In addition to the Hildegard of Bingen book, Mary Elva loaned me Sacred Journeys: A Woman’s Book of Daily Prayer last week. The above lines are reprinted in that text. I thought it would be a good way to start off the third week of Advent—by reflecting on Mary, one of the last great prophets and the mother of Jesus.

Because yes, although we don’t often acknowledge her as such, was the Virgin Mary not a prophet? Her song of praise in the Magnificat (Luke 1:46-55) echoes the words of the prophets before her in its emphasis on an overturning of the established order and its promise of Israel’s salvation from God. She is the first prophet of the New Testament, the first to announce the message of God’s salvation from bondage of the corrupt and unjust systems of this world. Telling, isn’t it, how the lives of two Marys frame the gospel of Jesus Christ? This Mary announces Christ’s radically redemptive work before it happens—Mary Magdalene is the first to proclaim its completion at the Resurrection.

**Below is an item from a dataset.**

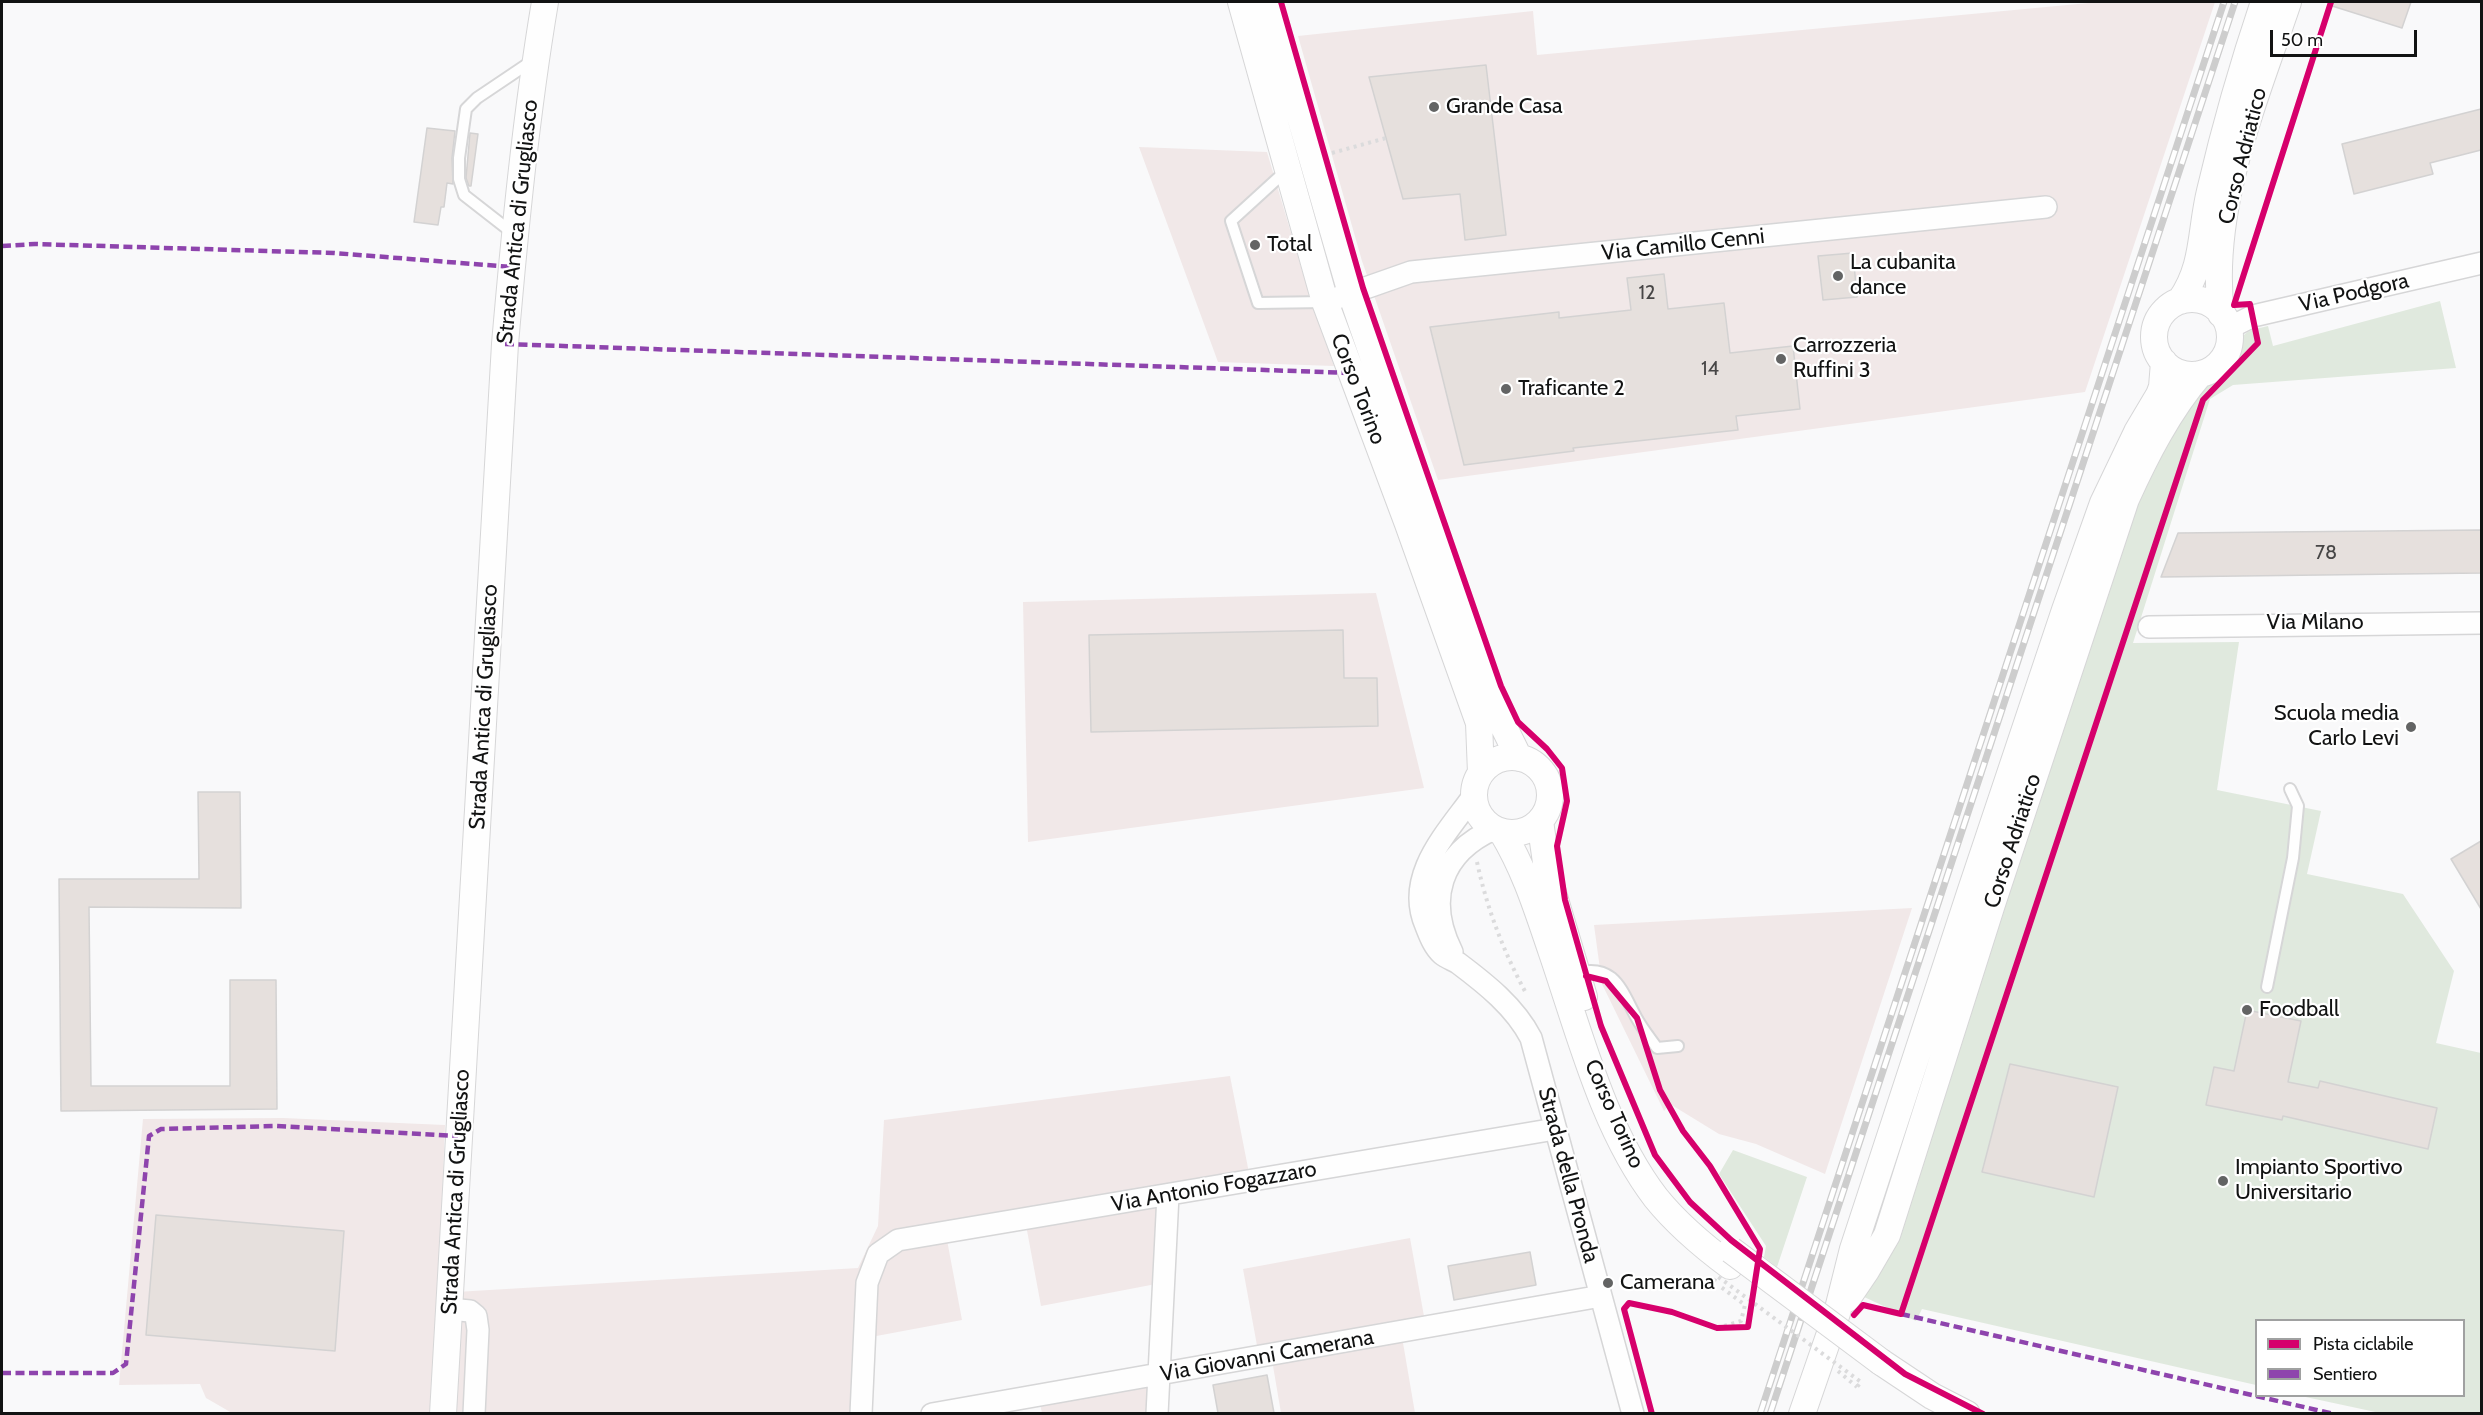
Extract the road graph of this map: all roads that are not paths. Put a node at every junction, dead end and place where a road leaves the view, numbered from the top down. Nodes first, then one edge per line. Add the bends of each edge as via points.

The Virgin Mary is often portrayed as meekly submitting to God’s will, and yet her acceptance of the angel’s mission is an act of boldness. Far from passive submission, Mary chooses to seize God’s opportunity to make a difference in the world, to take center stage in this Incarnation drama. She partners with God for the creative work of the fully human and fully divine, Jesus Christ. But even that decision, that creativity, leads to a period of waiting.

Christians emphasize anticipation during Advent, and there is no better analogy for such waiting than that of a pregnancy. Perhaps we’re in a time of pregnancy now. We can see the future God is calling us to, we carry it within our own hearts and souls, but we simply have to wait a little longer for God’s purpose to be fully born. So many of you have laid out creative paths to justice, decisively answered God’s call. But the pregnancy of such hopes can seem long.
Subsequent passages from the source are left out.